┌──
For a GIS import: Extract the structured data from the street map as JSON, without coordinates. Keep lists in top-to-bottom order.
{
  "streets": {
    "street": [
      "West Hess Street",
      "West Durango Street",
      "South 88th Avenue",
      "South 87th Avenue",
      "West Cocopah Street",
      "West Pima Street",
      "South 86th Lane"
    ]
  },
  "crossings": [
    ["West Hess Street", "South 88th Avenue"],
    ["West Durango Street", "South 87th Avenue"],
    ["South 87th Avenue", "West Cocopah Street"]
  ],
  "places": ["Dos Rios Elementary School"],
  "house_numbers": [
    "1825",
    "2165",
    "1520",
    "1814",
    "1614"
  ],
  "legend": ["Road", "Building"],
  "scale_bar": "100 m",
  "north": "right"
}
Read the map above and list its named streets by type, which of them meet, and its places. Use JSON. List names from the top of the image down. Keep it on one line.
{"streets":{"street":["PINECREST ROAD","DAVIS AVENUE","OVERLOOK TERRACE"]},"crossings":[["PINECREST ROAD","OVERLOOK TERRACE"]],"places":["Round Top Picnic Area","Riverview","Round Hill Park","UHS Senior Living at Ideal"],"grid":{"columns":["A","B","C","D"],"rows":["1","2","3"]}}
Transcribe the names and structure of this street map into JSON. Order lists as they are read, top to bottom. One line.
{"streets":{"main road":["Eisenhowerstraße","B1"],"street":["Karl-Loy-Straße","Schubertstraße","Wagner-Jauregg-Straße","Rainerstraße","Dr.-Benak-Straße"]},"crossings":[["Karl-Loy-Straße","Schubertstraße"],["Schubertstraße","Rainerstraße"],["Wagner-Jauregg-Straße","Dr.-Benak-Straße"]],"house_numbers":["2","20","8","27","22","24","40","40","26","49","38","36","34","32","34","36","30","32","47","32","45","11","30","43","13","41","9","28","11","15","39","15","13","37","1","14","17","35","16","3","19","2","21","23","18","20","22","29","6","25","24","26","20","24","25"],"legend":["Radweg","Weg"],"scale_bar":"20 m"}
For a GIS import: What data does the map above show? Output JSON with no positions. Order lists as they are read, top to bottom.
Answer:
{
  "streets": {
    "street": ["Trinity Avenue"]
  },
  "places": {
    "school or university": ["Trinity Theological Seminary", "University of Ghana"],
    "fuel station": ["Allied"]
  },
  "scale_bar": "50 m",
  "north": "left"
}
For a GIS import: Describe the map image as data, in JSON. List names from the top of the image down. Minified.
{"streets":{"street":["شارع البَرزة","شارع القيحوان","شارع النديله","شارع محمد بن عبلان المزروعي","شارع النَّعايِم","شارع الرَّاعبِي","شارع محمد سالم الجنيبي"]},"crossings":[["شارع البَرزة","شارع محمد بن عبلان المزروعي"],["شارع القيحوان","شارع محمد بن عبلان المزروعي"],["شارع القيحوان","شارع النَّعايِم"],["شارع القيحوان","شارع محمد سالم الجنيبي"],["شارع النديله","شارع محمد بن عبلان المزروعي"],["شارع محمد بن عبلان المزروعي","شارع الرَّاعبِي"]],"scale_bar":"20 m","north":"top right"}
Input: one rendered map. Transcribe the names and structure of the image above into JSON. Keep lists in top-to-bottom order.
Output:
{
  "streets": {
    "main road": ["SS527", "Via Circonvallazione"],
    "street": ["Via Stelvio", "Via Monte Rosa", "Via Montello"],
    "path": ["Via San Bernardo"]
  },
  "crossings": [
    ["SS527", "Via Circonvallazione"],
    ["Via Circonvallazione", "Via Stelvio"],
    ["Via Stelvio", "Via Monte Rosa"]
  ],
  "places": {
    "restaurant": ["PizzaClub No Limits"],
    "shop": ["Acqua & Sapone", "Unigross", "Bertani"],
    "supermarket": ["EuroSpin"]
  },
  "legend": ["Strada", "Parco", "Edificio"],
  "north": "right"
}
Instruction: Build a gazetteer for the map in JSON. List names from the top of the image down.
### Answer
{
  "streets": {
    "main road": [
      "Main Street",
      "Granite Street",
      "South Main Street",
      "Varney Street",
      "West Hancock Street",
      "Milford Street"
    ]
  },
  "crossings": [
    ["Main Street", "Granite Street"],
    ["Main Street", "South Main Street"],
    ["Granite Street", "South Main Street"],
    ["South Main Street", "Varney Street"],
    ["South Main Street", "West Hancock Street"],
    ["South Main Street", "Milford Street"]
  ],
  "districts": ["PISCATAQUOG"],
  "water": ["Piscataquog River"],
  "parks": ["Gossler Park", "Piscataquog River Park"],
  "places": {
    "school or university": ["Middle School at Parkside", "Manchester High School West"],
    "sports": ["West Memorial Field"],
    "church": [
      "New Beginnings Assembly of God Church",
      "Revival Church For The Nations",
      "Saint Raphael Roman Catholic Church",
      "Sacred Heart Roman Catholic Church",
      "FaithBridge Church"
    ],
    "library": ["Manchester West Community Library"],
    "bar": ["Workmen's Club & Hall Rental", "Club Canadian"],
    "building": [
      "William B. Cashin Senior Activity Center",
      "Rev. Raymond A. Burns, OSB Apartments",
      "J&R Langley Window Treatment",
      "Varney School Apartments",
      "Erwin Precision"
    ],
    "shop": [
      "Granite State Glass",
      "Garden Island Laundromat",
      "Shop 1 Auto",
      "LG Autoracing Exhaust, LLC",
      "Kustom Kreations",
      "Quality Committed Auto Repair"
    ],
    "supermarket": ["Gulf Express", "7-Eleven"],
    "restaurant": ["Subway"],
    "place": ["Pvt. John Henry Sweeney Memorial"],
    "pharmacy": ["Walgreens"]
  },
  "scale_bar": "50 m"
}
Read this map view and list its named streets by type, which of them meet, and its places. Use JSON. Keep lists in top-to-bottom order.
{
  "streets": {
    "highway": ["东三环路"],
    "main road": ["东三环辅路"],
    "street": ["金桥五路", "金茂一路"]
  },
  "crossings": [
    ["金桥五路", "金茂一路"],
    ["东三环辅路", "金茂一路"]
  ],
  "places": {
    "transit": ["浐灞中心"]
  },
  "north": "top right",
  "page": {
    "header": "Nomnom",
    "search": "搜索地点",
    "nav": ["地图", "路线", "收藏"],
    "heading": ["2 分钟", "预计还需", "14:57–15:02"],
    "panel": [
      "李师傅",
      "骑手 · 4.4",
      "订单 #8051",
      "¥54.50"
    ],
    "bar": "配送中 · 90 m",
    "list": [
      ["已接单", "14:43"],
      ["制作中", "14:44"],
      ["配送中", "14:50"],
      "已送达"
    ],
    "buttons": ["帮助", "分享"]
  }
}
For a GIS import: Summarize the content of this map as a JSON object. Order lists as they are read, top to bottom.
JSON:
└──
#### What the task asks
Give again only the lines starting at the one that contains "For a GIS import: Summarize" and running to the end of the data.

#### Result
For a GIS import: Summarize the content of this map as a JSON object. Order lists as they are read, top to bottom.
JSON:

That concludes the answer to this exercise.